> WHAT IS EXPECTED
Scan the material that follows. Copy every line containing the word "them".

> EXERCISE DATA
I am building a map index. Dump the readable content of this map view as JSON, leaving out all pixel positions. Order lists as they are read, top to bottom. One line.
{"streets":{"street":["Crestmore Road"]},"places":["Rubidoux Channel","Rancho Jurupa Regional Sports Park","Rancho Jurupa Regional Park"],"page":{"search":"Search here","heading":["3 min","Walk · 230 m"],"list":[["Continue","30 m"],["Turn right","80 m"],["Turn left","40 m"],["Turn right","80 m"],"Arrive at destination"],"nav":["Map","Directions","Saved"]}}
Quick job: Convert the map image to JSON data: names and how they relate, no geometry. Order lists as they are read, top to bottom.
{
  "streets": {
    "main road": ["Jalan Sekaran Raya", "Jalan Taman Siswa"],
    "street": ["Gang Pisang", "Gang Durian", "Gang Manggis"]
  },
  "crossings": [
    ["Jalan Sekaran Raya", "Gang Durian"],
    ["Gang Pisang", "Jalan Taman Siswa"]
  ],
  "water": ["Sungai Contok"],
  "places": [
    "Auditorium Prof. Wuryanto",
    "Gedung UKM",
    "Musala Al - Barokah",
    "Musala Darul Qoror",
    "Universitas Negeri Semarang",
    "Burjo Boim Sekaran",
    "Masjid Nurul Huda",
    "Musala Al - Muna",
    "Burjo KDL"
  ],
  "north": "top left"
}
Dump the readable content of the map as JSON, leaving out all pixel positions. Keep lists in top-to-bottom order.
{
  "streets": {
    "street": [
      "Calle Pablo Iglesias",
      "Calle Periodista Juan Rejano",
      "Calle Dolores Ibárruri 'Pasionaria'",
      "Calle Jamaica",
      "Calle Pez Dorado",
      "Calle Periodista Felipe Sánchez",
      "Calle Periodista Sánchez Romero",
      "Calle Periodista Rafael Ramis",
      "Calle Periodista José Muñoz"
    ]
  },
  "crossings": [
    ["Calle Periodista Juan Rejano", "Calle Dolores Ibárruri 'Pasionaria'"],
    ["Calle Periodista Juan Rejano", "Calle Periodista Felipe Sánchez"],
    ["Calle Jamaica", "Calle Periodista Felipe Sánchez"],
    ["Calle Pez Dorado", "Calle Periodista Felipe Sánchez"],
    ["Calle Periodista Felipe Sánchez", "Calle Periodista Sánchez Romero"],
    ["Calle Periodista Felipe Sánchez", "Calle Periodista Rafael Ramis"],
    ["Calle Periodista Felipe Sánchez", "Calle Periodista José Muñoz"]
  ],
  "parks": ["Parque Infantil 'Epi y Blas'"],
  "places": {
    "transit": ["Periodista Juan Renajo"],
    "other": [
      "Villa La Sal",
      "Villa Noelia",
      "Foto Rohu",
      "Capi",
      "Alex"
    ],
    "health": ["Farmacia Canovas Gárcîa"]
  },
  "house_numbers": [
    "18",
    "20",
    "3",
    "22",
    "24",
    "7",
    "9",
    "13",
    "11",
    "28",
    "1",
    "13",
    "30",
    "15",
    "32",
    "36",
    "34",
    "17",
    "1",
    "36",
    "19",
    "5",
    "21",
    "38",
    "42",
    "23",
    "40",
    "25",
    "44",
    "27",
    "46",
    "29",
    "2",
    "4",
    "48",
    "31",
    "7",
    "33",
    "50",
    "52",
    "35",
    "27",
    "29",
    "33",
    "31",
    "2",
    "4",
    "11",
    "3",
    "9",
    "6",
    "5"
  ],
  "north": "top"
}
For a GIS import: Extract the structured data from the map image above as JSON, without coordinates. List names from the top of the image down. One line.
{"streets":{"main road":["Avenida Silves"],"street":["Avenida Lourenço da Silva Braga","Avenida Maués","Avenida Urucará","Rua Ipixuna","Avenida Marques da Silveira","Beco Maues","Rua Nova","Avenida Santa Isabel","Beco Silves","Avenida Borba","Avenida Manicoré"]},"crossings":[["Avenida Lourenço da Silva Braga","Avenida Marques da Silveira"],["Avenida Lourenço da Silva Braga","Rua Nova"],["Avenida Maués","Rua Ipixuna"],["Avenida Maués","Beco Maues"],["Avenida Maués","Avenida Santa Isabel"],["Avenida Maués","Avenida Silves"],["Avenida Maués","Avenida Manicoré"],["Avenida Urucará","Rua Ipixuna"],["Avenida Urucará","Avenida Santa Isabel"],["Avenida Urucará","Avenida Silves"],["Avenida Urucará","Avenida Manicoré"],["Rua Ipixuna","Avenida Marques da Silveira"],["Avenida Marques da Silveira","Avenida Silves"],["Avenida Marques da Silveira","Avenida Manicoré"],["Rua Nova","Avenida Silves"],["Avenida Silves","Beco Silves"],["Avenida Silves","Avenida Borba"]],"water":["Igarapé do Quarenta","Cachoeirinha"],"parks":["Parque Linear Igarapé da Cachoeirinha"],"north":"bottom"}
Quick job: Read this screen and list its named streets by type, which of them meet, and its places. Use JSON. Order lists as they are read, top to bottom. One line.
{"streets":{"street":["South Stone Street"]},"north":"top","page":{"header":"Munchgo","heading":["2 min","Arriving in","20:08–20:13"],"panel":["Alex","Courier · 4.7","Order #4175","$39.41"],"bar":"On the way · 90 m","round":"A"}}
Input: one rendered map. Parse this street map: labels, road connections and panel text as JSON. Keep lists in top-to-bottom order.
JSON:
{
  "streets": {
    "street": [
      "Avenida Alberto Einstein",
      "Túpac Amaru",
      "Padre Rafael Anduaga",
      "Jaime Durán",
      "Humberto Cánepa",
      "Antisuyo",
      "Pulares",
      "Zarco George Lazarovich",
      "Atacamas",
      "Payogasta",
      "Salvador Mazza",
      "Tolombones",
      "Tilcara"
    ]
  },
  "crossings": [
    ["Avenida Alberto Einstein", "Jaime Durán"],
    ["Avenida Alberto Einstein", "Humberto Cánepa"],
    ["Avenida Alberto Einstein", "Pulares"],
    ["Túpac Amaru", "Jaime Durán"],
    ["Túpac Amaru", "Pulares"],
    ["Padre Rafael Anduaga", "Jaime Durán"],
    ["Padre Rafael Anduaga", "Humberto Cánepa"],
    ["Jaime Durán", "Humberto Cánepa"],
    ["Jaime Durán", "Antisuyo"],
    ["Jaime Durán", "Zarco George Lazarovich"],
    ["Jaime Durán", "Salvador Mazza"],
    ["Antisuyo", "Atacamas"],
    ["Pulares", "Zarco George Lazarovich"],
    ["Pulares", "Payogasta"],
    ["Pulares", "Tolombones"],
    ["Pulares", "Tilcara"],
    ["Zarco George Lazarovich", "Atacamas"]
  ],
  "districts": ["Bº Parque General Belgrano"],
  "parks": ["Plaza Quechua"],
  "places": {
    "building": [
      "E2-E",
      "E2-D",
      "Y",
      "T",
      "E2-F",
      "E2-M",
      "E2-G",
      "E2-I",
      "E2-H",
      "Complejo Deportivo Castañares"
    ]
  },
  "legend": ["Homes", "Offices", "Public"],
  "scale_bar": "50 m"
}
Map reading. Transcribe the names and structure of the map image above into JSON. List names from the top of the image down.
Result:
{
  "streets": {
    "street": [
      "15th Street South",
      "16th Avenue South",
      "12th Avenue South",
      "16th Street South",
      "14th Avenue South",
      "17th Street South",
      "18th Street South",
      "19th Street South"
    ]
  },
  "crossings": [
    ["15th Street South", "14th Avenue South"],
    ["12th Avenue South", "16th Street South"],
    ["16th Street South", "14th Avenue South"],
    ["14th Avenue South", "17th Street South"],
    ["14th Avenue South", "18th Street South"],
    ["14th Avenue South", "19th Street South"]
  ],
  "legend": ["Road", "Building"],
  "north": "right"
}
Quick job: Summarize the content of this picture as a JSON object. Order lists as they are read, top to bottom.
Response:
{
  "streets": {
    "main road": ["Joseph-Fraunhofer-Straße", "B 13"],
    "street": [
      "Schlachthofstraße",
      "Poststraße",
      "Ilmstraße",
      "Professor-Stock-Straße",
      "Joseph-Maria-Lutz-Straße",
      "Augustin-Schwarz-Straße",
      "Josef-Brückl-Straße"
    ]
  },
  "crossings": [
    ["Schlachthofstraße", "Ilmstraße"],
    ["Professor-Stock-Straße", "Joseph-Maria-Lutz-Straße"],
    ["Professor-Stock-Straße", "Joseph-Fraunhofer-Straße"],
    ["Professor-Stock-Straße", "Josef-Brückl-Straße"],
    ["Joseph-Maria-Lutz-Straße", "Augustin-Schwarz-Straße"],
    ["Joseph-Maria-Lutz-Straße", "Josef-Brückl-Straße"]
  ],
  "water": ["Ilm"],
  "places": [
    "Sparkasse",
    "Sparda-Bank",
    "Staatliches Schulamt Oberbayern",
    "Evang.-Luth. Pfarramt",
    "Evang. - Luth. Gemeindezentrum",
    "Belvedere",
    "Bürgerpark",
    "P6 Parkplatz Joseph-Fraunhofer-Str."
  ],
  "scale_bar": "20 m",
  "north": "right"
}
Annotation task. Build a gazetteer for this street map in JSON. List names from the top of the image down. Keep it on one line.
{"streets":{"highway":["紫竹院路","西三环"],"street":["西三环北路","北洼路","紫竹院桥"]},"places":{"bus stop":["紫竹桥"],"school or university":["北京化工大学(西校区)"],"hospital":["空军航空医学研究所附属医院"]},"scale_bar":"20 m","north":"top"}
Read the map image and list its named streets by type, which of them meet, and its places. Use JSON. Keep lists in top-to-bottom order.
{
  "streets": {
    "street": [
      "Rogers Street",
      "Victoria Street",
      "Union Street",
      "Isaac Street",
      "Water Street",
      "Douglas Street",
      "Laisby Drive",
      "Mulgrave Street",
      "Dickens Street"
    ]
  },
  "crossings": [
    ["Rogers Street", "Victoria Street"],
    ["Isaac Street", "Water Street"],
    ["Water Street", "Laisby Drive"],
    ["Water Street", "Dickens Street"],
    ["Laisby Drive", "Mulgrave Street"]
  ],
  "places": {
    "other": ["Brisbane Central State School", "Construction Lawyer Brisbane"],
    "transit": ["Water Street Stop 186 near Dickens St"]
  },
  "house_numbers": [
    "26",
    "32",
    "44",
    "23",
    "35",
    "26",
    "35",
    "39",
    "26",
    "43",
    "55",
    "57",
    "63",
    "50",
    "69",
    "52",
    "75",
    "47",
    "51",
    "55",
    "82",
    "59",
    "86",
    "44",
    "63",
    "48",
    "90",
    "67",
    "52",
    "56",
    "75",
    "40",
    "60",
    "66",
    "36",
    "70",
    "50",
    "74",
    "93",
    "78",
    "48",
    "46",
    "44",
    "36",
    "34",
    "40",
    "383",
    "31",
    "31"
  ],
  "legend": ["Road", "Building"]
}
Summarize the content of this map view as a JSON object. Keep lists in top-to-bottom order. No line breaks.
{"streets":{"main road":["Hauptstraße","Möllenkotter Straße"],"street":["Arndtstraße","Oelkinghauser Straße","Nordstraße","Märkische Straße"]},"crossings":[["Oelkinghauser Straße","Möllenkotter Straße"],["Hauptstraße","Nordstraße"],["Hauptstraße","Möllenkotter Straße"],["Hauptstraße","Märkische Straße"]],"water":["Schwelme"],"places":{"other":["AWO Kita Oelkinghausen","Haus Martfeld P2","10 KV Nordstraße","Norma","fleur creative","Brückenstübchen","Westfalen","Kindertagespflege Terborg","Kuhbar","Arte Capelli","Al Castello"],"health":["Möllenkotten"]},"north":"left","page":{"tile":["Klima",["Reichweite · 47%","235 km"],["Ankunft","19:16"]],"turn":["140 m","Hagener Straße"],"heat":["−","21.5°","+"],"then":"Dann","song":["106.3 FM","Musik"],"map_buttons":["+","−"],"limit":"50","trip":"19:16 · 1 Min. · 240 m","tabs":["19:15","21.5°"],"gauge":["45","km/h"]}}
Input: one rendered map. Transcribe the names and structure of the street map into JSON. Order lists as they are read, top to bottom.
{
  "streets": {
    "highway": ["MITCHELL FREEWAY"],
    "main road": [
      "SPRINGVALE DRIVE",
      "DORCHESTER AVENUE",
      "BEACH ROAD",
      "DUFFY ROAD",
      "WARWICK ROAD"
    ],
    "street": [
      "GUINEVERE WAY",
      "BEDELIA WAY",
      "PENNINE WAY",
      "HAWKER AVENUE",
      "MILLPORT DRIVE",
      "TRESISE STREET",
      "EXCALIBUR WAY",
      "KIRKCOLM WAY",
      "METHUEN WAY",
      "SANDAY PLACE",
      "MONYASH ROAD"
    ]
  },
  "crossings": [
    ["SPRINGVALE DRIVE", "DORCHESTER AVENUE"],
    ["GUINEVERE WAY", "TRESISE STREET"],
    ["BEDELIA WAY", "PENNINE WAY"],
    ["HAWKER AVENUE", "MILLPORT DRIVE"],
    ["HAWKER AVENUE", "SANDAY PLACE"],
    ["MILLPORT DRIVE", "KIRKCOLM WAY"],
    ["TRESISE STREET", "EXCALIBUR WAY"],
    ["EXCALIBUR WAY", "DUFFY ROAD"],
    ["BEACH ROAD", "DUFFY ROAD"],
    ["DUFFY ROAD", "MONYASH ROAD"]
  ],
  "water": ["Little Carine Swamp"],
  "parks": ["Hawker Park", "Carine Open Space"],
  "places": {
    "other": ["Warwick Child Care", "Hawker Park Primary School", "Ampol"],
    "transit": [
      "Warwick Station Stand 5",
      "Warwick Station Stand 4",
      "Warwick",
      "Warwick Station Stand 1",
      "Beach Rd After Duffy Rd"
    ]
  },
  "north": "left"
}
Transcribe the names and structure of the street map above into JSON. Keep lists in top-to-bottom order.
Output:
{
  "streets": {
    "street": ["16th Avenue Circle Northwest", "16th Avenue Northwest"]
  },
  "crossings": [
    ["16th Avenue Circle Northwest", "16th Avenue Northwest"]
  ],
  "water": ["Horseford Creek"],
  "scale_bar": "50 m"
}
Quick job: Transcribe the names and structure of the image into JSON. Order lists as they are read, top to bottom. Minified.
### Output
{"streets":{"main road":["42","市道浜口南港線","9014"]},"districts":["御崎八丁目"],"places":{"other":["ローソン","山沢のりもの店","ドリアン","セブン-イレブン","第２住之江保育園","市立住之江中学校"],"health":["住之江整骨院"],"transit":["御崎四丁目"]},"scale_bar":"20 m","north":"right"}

> COMPLETED EXERCISE
Quick job: Read this screen and list its named streets by type, which of them meet, and its places. Use JSON. Order lists as they are read, top to bottom. One line.
Read the map image and list its named streets by type, which of them meet, and its places. Use JSON. Keep lists in top-to-bottom order.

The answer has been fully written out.